Si sa, io al buon cibo e alle gare lunghe non dico mai di no, quindi, detto e fatto, si parte.
Partecipo mosso più dal desiderio di esplorare queste terre, che dal competere su una prova a tappe. Le mie gare sono quelle in tappa unica, dove si corre giorno e notte e dove la resistenza e la capacità di adattamento hanno maggior peso rispetto alla velocità di corsa e di recupero: non sarà la mia prova ma sicuramente sarà una grande avventura.
Navigazione GPS, terreno impervio ed autosufficienza quasi totale durante tutta la gara: gli ingredienti che piacciono a me. Trovo anche delle affinità di pensiero con il concetto di questa gara, oltre all’uso del GPS gli organizzatori prevedono una bisaccia in cuoio, quella tradizionale dei pastori sardi, in cui mettere le provviste per tutta la settimana.

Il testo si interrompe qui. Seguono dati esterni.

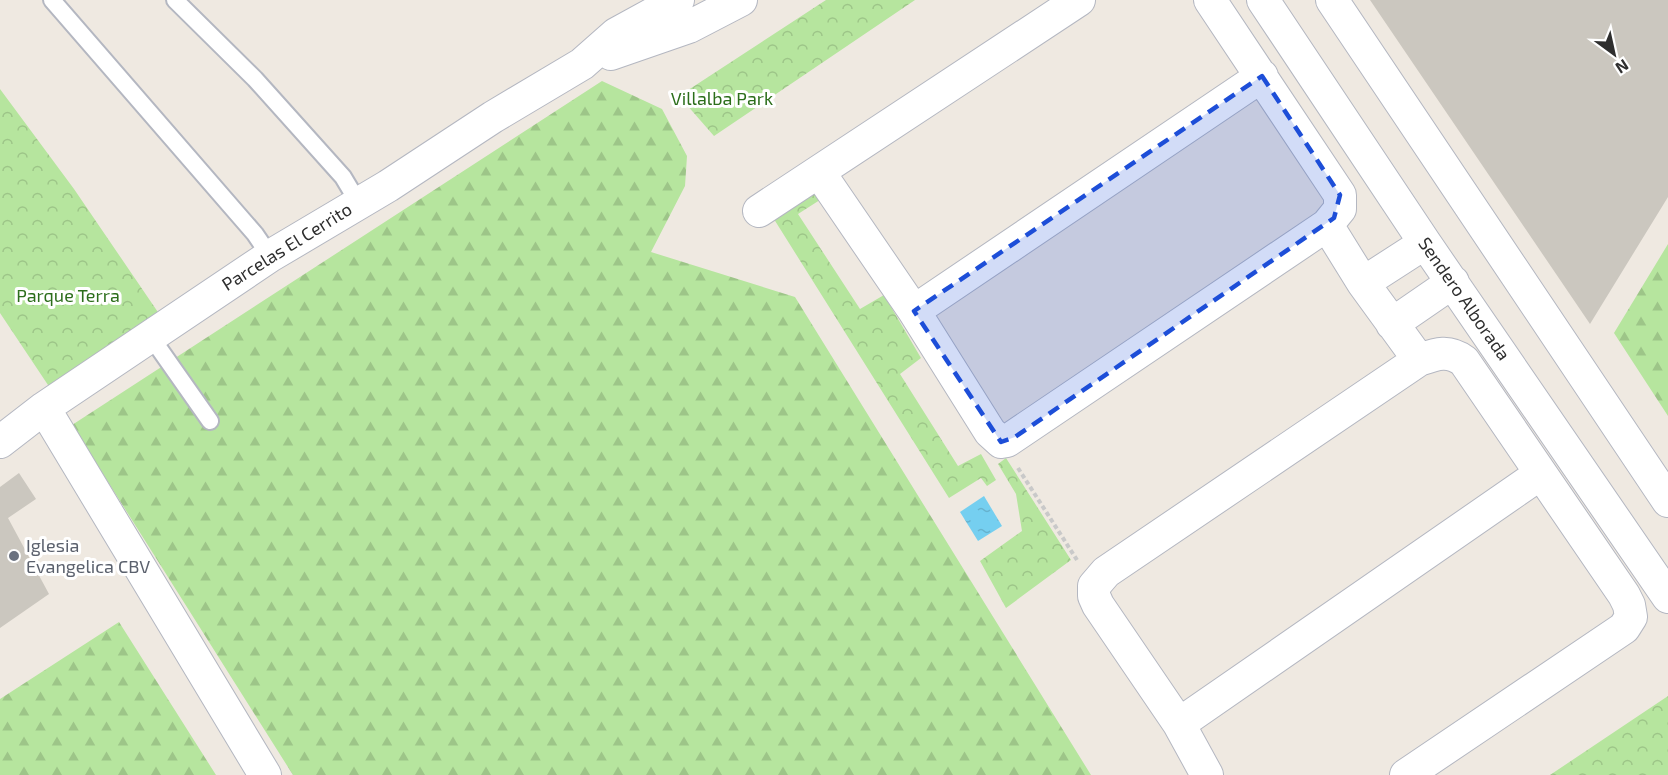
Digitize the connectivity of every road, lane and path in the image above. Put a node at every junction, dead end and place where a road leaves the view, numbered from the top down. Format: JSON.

Un po’ come la mia cassa dell’Ipertrail ma su un concetto di sussistenza settimanale.
Ovviamente la bisaccia la portano loro, anche perché correre con zaino e sacca in pelle piena zeppa di pecorini e pane carasau sarebbe decisamente poco godibile. Si preannuncia una gara dura, resa ancor più dura dal fatto che è un’edizione zero e quindi passibile di tutti i disagi e disguidi che possono nascere da un progetto non testato. Questo me la fa piacere ancora di più: la scoperta nella scoperta.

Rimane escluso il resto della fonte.